Para alcanzar una conclusión absoluta sobre cualquier asunto se precisa una disposición favorable. Por poner un ejemplo, cuando los medios se hacen eco de algún caso de corrupción o penosa gestión de propiedades públicas, la conclusión siempre conduce a pensar que en manos de gestores privados esos desmanes podrían evitarse. Sin embargo, cuando sucede algo inverso, que nos desvelan cómo también empresas privadas son saqueadas por sus directivos, degradadas y utilizadas en su único beneficio particular, no solemos concedernos la reflexión de que quizá gestionadas como empresas públicas se habrían salvado. Es como la lluvia, que sus virtudes dependen de dónde caiga, estupendo para el campo y molesto para las carreteras.

Para lograr esa disposición de mente se ha necesitado una labor machacona, a ratos tan reiterativa que ha provocado, más que nuestro convencimiento, nuestro hastío. Ya ni queremos pensar en ello. Detrás de esa lluvia persistente puede que se explique mejor el fracaso de las protestas sanitarias en Madrid, donde con todo el personal profesional volcado en atemperar las ansias privatizadoras, el gobierno local no da ni un paso atrás y después de varios intentos de anestesiar la indignación y la movilización con titubeantes negociaciones, sigue con su tarea aprobando presupuestos e imaginando el futuro que ellos decidieron según un plan que no están dispuestos a variar ni un milímetro. Parecen convencidos de que son los políticos los que más entienden de medicina.

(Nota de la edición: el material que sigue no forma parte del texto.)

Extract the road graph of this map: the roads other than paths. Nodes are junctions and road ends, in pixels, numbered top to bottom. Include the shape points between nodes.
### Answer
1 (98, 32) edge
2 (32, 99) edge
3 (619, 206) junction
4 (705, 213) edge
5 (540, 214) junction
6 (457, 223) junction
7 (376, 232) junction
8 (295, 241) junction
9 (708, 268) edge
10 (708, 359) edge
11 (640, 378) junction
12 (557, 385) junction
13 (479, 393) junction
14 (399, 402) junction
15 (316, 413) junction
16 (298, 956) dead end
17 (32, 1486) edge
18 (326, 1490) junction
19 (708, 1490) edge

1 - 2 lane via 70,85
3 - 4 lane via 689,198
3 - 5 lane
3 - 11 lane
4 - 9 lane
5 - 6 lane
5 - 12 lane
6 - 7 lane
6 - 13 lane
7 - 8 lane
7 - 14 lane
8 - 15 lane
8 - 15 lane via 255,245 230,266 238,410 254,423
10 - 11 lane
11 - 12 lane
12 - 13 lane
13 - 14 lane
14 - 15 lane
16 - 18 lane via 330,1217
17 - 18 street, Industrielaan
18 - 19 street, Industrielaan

Si uno visita las plazas públicas de su ciudad en especial en las fechas navideñas, descubre que la utilización de los espacios de todos en favor de marcas comerciales, publicitarias y negocios privados ya no provoca ni la sospecha ni la alarma. ¿Acaso la Navidad no es ponerlo todo en venta? Por poner un ejemplo, la plaza de Callao de Madrid está entregada a las bondades de la muñeca Barbie y su novio Ken, santos patronos subliminales de esta nueva ciudad patrocinada. Pronto ponerse malo nos concederá el privilegio de caer en manos de la Barbie enfermera, de adentrarnos en ese mundo de color pastel y sonrisas congeladas para el que llevan décadas preparándonos, desde niños. Las hadas madrinas no pueden ser funcionarias, eso nos ha quedado claro del cuento.